Sure enough, footsteps grow louder on the stairs. I quickly eject the tape and pop it back in the case. I shove the cassette into one of her desk drawers seconds before Ethan pops his head into the office.

“There you are!”

I force a smile. “Here I am.”

He cocks his head to the side. “You weren’t nosing through her desk drawers, were you, Tricia?”

“No, I wasn’t,” I answer truthfully.

I hurry out of the office before he can try to figure out what I was doing. He is standing right outside, his hair still

damp from the shower. I notice immediately that he isn’t wearing the dress shirt and slacks that he had on when we left the apartment. He’s wearing a pair of blue jeans bunched up at the ankles and a Yankees T-shirt.

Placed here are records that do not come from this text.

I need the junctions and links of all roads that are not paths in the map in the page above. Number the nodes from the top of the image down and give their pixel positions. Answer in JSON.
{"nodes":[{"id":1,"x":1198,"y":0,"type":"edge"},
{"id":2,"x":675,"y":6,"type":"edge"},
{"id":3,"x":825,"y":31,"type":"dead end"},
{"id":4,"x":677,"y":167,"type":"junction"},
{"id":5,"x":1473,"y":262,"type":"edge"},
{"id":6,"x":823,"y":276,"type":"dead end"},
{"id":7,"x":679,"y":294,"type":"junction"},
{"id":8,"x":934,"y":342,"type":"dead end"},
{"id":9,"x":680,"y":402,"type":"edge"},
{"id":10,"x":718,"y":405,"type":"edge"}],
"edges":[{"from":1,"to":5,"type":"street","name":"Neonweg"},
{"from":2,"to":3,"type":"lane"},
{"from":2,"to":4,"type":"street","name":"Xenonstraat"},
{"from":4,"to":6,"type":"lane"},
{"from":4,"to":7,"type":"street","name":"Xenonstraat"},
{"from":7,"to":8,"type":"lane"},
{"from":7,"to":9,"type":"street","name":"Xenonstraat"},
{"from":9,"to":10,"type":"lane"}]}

“Where did those clothes come from?” I ask.

“Oh.” Ethan tugs at the collar of the Yankee shirt. “I found them in one of the drawers in the bedroom. I hung up my shirt and pants, and I’ll put them back on in the morning.”

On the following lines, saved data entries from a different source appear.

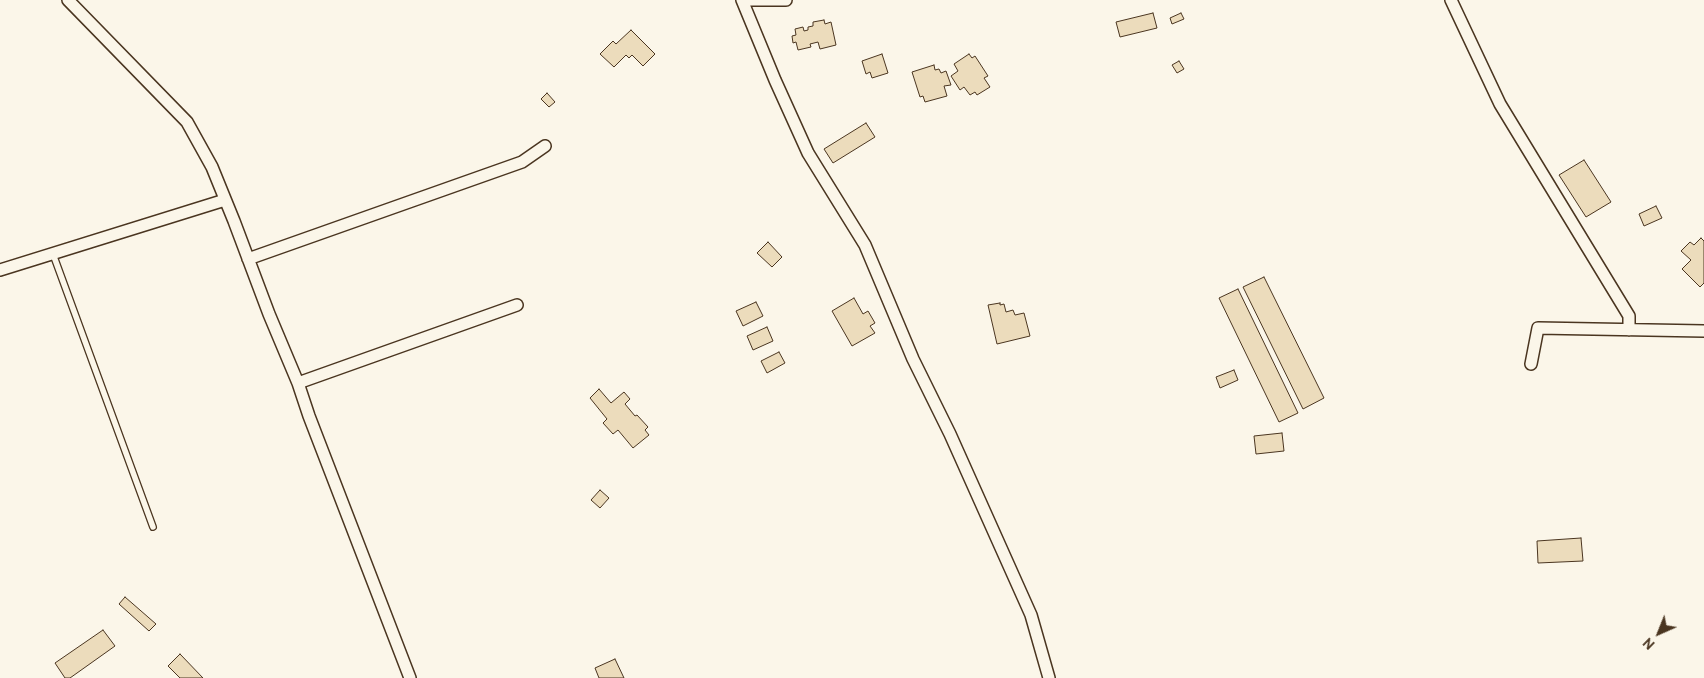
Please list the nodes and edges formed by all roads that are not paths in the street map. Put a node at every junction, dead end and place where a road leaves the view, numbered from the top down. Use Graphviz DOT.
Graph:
graph roads {
  1 [pos="68,0"];
  2 [pos="742,0"];
  3 [pos="786,0"];
  4 [pos="1451,0"];
  5 [pos="545,146"];
  6 [pos="225,200"];
  7 [pos="53,254"];
  8 [pos="248,259"];
  9 [pos="0,270"];
  10 [pos="516,305"];
  11 [pos="1629,330"];
  12 [pos="1704,331"];
  13 [pos="1531,364"];
  14 [pos="298,383"];
  15 [pos="153,527"];
  16 [pos="410,678"];
  17 [pos="1049,678"];
  1 -- 6 [label="street"];
  2 -- 3 [label="street"];
  2 -- 17 [label="street"];
  4 -- 11 [label="street"];
  5 -- 8 [label="street"];
  6 -- 7 [label="street"];
  6 -- 8 [label="street"];
  7 -- 9 [label="street"];
  7 -- 15 [label="lane"];
  8 -- 14 [label="street"];
  10 -- 14 [label="street"];
  11 -- 12 [label="street"];
  11 -- 13 [label="street"];
  14 -- 16 [label="street"];
}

The T-shirt and jeans didn’t belong to Adrienne Hale. They’re too big for Ethan even, and therefore, far too big for the psychiatrist’s petite frame. But they were in her drawer, so I’m guessing they belonged to her boyfriend. Luke.

“You might want to change before you go to bed too,” he suggests. “There are tons of sleep clothes in the other drawers.”

What’s worse—wearing the clothing of a dead woman or wearing the clothing of the man who killed her?

“That’s fine. I’ll just sleep in my bra and underwear.” “Suit yourself. Do you want to come upstairs now?”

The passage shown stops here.